A better approach: Studying genetics by accounting for sex differences

Biological sex differences, such as differences in hormones, reproductive organs and chromosomes, can influence how our genes are read and how they interact with other factors in our bodies. This means genes may influence certain traits or diseases differently depending on sex. Failing to account for these sex differences in genetic studies can lead to crucial information being overlooked and incomplete findings. Thus, by considering sex differences in genetic studies, scientists can gain a more precise and comprehensive understanding of how genes shape traits and contribute to the development of diseases.

Professor Melissa Wilson, from the Arizona State University School of Life Sciences, has published a new paper in the prestigious journal Cell titled “Quality control and analytical best practices for testing genetic models of sex differences in large populations.” In their publication, Wilson and colleagues developed a set of guidelines and recommendations that are expected to profoundly impact future genetic research and contribute to more accurate and comprehensive findings.

“The group came about as a set of people with complementary expertise all focused on different aspects of incorporating sex as a biological variable into genetics and genomics analyses,” Wilson said. 

Genetic studies have traditionally focused on examining the entire population as a single entity, disregarding potential differences between sexes. However, Wilson’s research highlights the critical role that sex plays in genetic analyses and argues for the adoption of a sex-aware approach. 

“Most studies of human genomics still exclude the sex chromosomes and do not appropriately investigate how disease risk in males and females may differ,” Wilson said. 
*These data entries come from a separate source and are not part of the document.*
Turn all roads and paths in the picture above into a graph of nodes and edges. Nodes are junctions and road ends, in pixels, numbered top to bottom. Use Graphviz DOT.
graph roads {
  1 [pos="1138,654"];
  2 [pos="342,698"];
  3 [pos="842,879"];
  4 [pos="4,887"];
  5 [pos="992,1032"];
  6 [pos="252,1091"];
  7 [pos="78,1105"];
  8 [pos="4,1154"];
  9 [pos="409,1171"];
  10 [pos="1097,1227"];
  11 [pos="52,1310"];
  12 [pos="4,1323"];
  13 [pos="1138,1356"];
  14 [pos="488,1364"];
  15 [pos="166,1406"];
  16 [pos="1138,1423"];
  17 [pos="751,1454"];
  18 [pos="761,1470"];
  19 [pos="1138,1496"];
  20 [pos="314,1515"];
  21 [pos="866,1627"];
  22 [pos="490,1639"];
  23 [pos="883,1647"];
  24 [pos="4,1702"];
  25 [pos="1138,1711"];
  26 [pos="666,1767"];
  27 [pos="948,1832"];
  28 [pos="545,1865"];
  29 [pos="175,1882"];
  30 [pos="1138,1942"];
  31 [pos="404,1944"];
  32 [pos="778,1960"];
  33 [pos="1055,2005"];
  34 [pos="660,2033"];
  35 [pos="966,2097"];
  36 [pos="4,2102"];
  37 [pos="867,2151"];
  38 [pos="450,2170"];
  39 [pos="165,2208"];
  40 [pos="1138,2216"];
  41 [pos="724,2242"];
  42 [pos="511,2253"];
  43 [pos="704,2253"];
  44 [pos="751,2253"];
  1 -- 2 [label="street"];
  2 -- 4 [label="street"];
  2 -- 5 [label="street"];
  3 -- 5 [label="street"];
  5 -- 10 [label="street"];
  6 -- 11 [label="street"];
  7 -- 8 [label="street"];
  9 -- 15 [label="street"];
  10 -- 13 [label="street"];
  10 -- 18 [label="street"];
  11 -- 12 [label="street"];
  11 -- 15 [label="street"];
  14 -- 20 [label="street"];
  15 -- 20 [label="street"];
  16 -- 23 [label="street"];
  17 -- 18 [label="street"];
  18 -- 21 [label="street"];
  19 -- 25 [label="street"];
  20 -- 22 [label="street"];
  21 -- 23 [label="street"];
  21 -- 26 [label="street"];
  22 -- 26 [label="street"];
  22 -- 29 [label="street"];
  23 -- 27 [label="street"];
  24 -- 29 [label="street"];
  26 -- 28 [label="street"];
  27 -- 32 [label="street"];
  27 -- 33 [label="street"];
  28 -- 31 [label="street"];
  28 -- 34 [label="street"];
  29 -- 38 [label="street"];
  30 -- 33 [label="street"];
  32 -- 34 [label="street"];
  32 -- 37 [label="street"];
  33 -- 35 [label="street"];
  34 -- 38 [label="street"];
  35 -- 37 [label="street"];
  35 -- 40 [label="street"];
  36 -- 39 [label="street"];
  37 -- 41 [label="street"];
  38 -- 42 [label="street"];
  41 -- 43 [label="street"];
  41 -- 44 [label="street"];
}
The team meticulously analyzed existing studies and uncovered a wealth of evidence indicating that ignoring sex differences in genetic analyses can lead to skewed results and incomplete conclusions.

In their publication, Wilson and co-authors first talk about how to ensure the data to be analyzed is reliable; then, they give an overview and best practices for testing genetic models and mechanisms that may cause differences between males and females in how they show traits. Finally, they discuss important things to consider when studying these differences. 

“We give several tangible guidelines for how to incorporate sex as a biological variable, from a genomic level to an individual level, that researchers can incorporate into their analyses,” Wilson said. 

In addition to its potential impact on genetic research, this groundbreaking work has enormous implications for precision medicine and personalized health care. Recognizing the importance of sex differences in genetic research can facilitate the development of targeted treatments and interventions, ultimately improving health outcomes. 

As other scientists keep building upon these findings, the hope is that a more inclusive and comprehensive understanding of genetics will emerge, revolutionizing the landscape of genetic research and medicine as we know it.

Wilson is affiliated with the School of Life Sciences, the Center for Evolution and Medicine and the Biodesign Center for Mechanisms of Evolution.